**Problem details:**
Only lines containing the string "lane" belong in the answer; find them in the records and copy them.
+---+
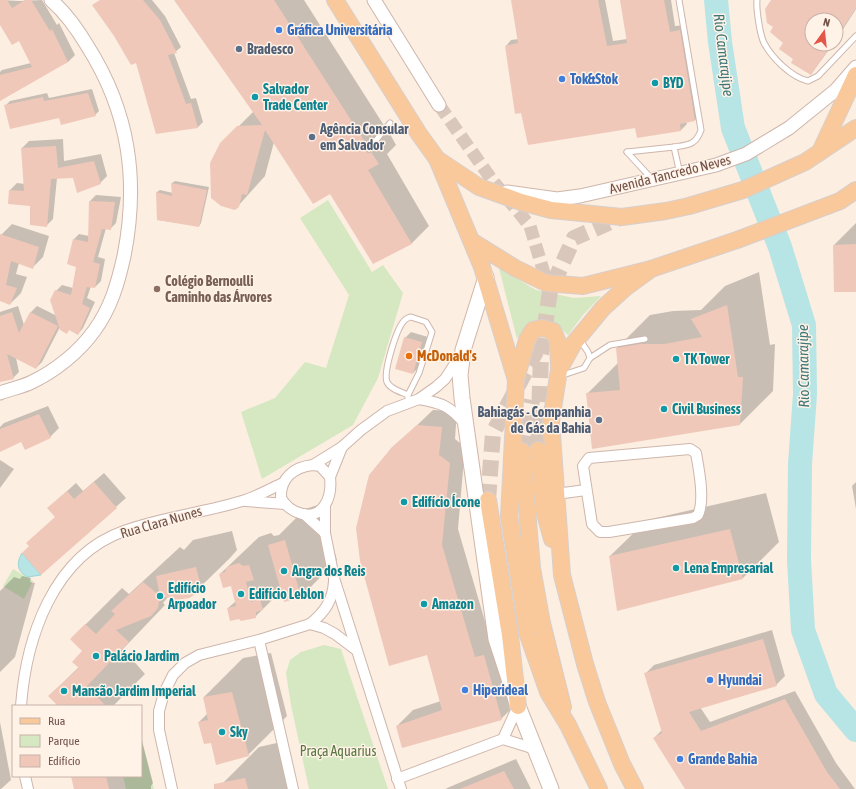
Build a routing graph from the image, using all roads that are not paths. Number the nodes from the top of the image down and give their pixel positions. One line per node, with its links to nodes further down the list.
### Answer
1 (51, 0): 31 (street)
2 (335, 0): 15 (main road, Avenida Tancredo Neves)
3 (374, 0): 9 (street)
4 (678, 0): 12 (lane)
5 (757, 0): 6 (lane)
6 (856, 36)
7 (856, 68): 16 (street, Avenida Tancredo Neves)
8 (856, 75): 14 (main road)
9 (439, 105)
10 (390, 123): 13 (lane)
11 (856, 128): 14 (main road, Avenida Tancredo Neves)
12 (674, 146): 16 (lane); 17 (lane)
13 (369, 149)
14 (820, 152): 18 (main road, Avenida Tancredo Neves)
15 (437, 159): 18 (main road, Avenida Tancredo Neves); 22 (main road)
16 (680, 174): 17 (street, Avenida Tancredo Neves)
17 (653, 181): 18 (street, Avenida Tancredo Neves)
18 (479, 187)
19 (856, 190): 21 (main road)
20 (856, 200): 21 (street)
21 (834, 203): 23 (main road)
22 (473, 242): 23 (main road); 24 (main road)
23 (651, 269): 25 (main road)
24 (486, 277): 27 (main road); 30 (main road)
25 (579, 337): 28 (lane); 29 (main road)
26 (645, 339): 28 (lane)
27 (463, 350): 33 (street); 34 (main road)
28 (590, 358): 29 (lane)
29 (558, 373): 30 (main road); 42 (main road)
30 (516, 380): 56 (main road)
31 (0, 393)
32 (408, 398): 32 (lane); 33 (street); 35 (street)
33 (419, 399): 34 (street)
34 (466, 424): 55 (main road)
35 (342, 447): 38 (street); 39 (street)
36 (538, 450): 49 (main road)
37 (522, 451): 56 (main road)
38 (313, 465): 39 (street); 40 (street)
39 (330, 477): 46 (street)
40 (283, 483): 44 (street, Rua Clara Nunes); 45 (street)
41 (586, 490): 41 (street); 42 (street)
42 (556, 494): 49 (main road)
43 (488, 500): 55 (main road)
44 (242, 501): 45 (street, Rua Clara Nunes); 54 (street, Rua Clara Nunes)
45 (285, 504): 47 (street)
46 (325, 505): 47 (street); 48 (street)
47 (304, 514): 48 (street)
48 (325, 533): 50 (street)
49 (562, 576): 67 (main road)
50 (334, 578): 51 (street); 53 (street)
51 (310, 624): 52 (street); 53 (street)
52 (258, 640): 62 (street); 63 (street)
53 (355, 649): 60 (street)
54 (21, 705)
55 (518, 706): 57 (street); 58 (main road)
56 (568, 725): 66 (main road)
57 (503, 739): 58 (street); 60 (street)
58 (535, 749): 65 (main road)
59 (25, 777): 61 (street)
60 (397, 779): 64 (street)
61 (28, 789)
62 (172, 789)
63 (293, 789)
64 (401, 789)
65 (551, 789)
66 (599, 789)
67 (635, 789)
+---+
**Exercise answer:**
4 (678, 0): 12 (lane)
5 (757, 0): 6 (lane)
10 (390, 123): 13 (lane)
12 (674, 146): 16 (lane); 17 (lane)
25 (579, 337): 28 (lane); 29 (main road)
26 (645, 339): 28 (lane)
28 (590, 358): 29 (lane)
32 (408, 398): 32 (lane); 33 (street); 35 (street)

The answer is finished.